++++ ENTRIES SHOWN
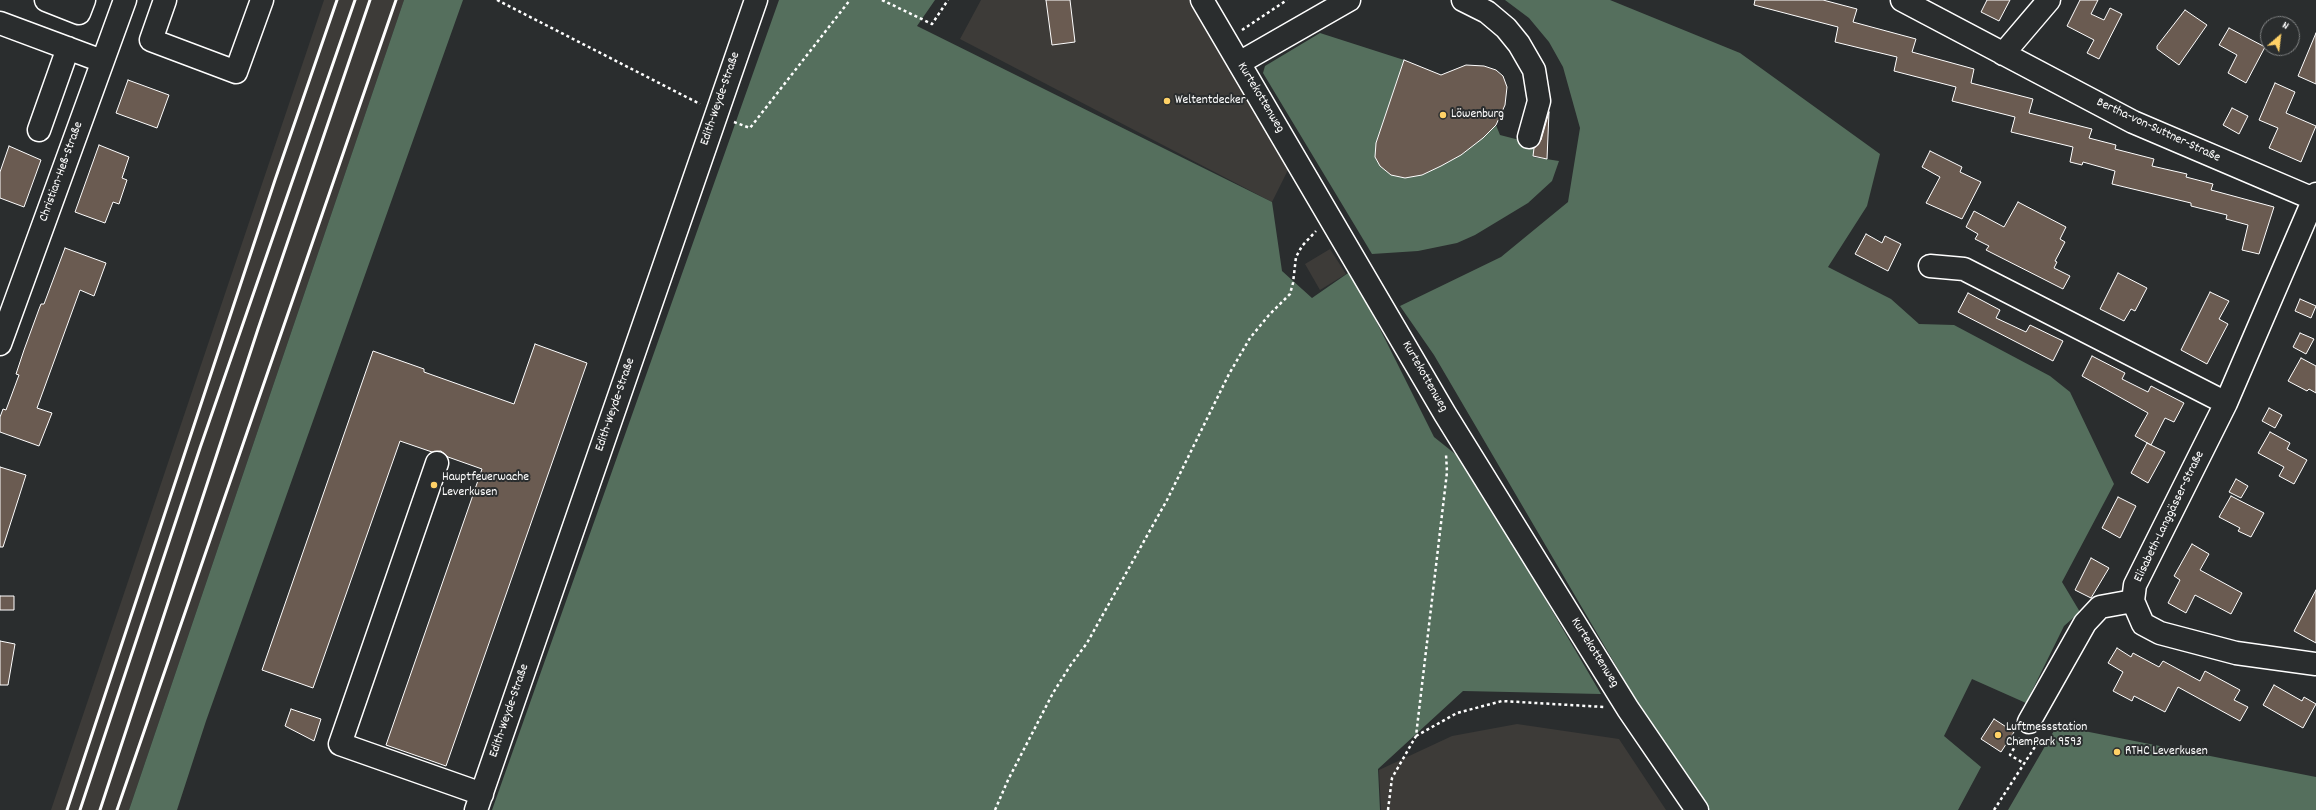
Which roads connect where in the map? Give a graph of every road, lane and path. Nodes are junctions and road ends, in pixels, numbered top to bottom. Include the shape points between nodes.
1 (46, 0) edge
2 (84, 0) edge
3 (125, 0) edge
4 (165, 0) edge
5 (262, 0) edge
6 (497, 0) edge
7 (756, 0) edge
8 (850, 0) edge
9 (882, 0) edge
10 (948, 0) edge
11 (1202, 0) edge
12 (1287, 0) edge
13 (1349, 0) edge
14 (1463, 0) edge
15 (1902, 0) edge
16 (2049, 0) edge
17 (0, 23) edge
18 (1225, 41) junction
19 (68, 48) junction
20 (2003, 54) junction
21 (102, 61) junction
22 (1239, 62) junction
23 (716, 112) junction
24 (39, 130) dead end
25 (1528, 138) dead end
26 (2315, 198) edge
27 (1330, 217) junction
28 (1930, 266) dead end
29 (0, 344) edge
30 (2226, 402) junction
31 (1446, 450) dead end
32 (437, 463) dead end
33 (2133, 601) junction
34 (2316, 664) edge
35 (1628, 709) junction
36 (2029, 722) joint
37 (1416, 736) junction
38 (2025, 764) dead end
39 (479, 802) edge
40 (995, 810) edge
41 (1388, 810) edge
42 (1697, 810) edge

1 - 2 street via 79,12
3 - 21 street, Christian-Heß-Straße
4 - 5 street via 151,40 236,72
6 - 23 path
7 - 23 street, Edith-Weyde-Straße
8 - 23 path via 750,128
9 - 10 path via 932,24
11 - 18 street, Kurtekottenweg
12 - 18 path
13 - 22 street
14 - 25 street via 1487,12 1506,28 1534,70 1539,102
15 - 20 street, Bertha-von-Suttner-Straße
16 - 20 street
17 - 19 street
18 - 22 street, Kurtekottenweg
19 - 21 street
19 - 24 street
20 - 26 street, Bertha-von-Suttner-Straße via 2133,122
21 - 29 street, Christian-Heß-Straße
22 - 27 street, Kurtekottenweg
23 - 39 street, Edith-Weyde-Straße
26 - 30 street, Elisabeth-Langgässer-Straße
27 - 35 street, Kurtekottenweg via 1445,414
27 - 40 path via 1302,246 1296,257 1290,294 1250,338 1229,374 1167,500 1087,643 1053,693
28 - 30 street via 1964,269
30 - 33 street, Elisabeth-Langgässer-Straße via 2135,585
31 - 37 path via 1447,472
32 - 39 street via 340,744
33 - 34 street via 2143,624 2160,633 2236,653
33 - 36 street via 2100,607 2085,623
35 - 37 path via 1502,702 1457,713
35 - 42 street, Kurtekottenweg
36 - 38 path via 2010,755
37 - 41 path via 1392,778

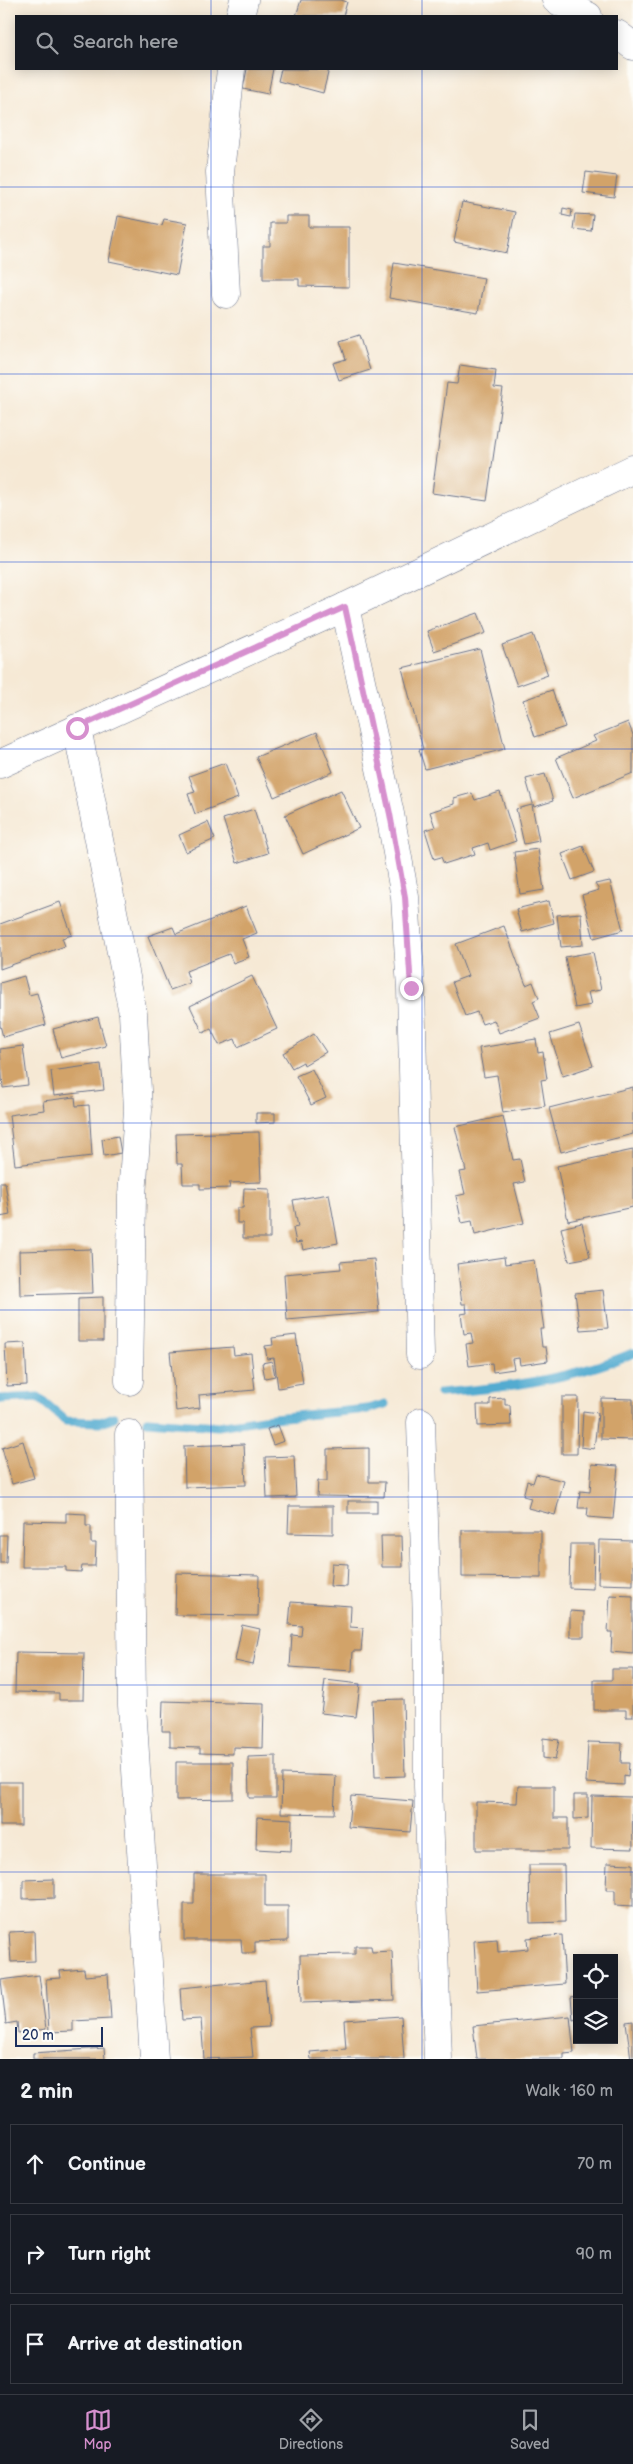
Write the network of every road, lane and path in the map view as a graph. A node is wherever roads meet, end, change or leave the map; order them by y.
1 (244, 0) edge
2 (556, 0) edge
3 (240, 15) edge
4 (586, 15) edge
5 (618, 35) edge
6 (633, 46) edge
7 (231, 70) edge
8 (226, 294) dead end
9 (633, 469) edge
10 (345, 607) junction
11 (77, 728) junction
12 (0, 764) edge
13 (420, 1355) dead end
14 (129, 1381) dead end
15 (421, 1422) dead end
16 (129, 1434) dead end
17 (154, 2059) edge
18 (438, 2059) edge

1 - 3 street
2 - 4 street
5 - 6 street
7 - 8 street
9 - 10 street
10 - 11 street
10 - 13 street
11 - 12 street
11 - 14 street
15 - 18 street
16 - 17 street

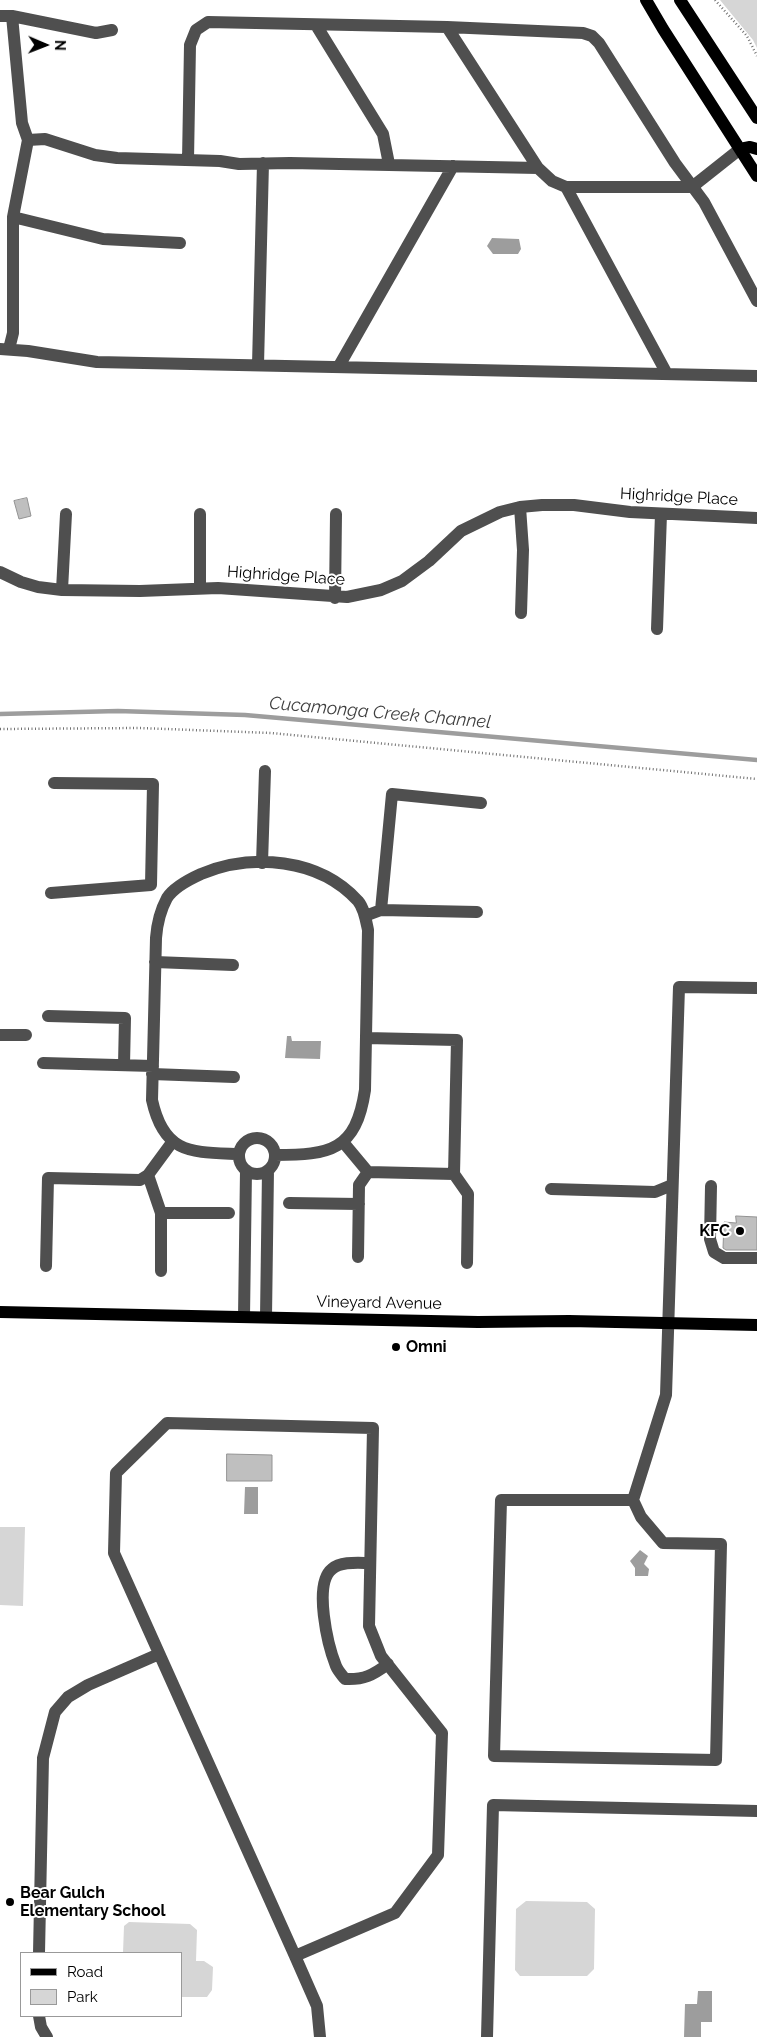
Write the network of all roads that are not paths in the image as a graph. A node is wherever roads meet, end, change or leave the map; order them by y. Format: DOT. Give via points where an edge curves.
++++++++
Print each record exactly as it stands, skipping the pictures.

Which roads connect where in the map? Give a graph of every road, lane and path. Nodes are junctions and road ends, in pixels, numbered top to bottom. Include the shape points between nodes.
1 (46, 0) edge
2 (84, 0) edge
3 (125, 0) edge
4 (165, 0) edge
5 (262, 0) edge
6 (497, 0) edge
7 (756, 0) edge
8 (850, 0) edge
9 (882, 0) edge
10 (948, 0) edge
11 (1202, 0) edge
12 (1287, 0) edge
13 (1349, 0) edge
14 (1463, 0) edge
15 (1902, 0) edge
16 (2049, 0) edge
17 (0, 23) edge
18 (1225, 41) junction
19 (68, 48) junction
20 (2003, 54) junction
21 (102, 61) junction
22 (1239, 62) junction
23 (716, 112) junction
24 (39, 130) dead end
25 (1528, 138) dead end
26 (2315, 198) edge
27 (1330, 217) junction
28 (1930, 266) dead end
29 (0, 344) edge
30 (2226, 402) junction
31 (1446, 450) dead end
32 (437, 463) dead end
33 (2133, 601) junction
34 (2316, 664) edge
35 (1628, 709) junction
36 (2029, 722) joint
37 (1416, 736) junction
38 (2025, 764) dead end
39 (479, 802) edge
40 (995, 810) edge
41 (1388, 810) edge
42 (1697, 810) edge

1 - 2 street via 79,12
3 - 21 street, Christian-Heß-Straße
4 - 5 street via 151,40 236,72
6 - 23 path
7 - 23 street, Edith-Weyde-Straße
8 - 23 path via 750,128
9 - 10 path via 932,24
11 - 18 street, Kurtekottenweg
12 - 18 path
13 - 22 street
14 - 25 street via 1487,12 1506,28 1534,70 1539,102
15 - 20 street, Bertha-von-Suttner-Straße
16 - 20 street
17 - 19 street
18 - 22 street, Kurtekottenweg
19 - 21 street
19 - 24 street
20 - 26 street, Bertha-von-Suttner-Straße via 2133,122
21 - 29 street, Christian-Heß-Straße
22 - 27 street, Kurtekottenweg
23 - 39 street, Edith-Weyde-Straße
26 - 30 street, Elisabeth-Langgässer-Straße
27 - 35 street, Kurtekottenweg via 1445,414
27 - 40 path via 1302,246 1296,257 1290,294 1250,338 1229,374 1167,500 1087,643 1053,693
28 - 30 street via 1964,269
30 - 33 street, Elisabeth-Langgässer-Straße via 2135,585
31 - 37 path via 1447,472
32 - 39 street via 340,744
33 - 34 street via 2143,624 2160,633 2236,653
33 - 36 street via 2100,607 2085,623
35 - 37 path via 1502,702 1457,713
35 - 42 street, Kurtekottenweg
36 - 38 path via 2010,755
37 - 41 path via 1392,778

Write the network of every road, lane and path in the map view as a graph. A node is wherever roads meet, end, change or leave the map; order them by y.
1 (244, 0) edge
2 (556, 0) edge
3 (240, 15) edge
4 (586, 15) edge
5 (618, 35) edge
6 (633, 46) edge
7 (231, 70) edge
8 (226, 294) dead end
9 (633, 469) edge
10 (345, 607) junction
11 (77, 728) junction
12 (0, 764) edge
13 (420, 1355) dead end
14 (129, 1381) dead end
15 (421, 1422) dead end
16 (129, 1434) dead end
17 (154, 2059) edge
18 (438, 2059) edge

1 - 3 street
2 - 4 street
5 - 6 street
7 - 8 street
9 - 10 street
10 - 11 street
10 - 13 street
11 - 12 street
11 - 14 street
15 - 18 street
16 - 17 street

Write the network of all roads that are not paths in the image as a graph. A node is wherever roads meet, end, change or leave the map; order them by y. Format: DOT. Give via points where an edge curves.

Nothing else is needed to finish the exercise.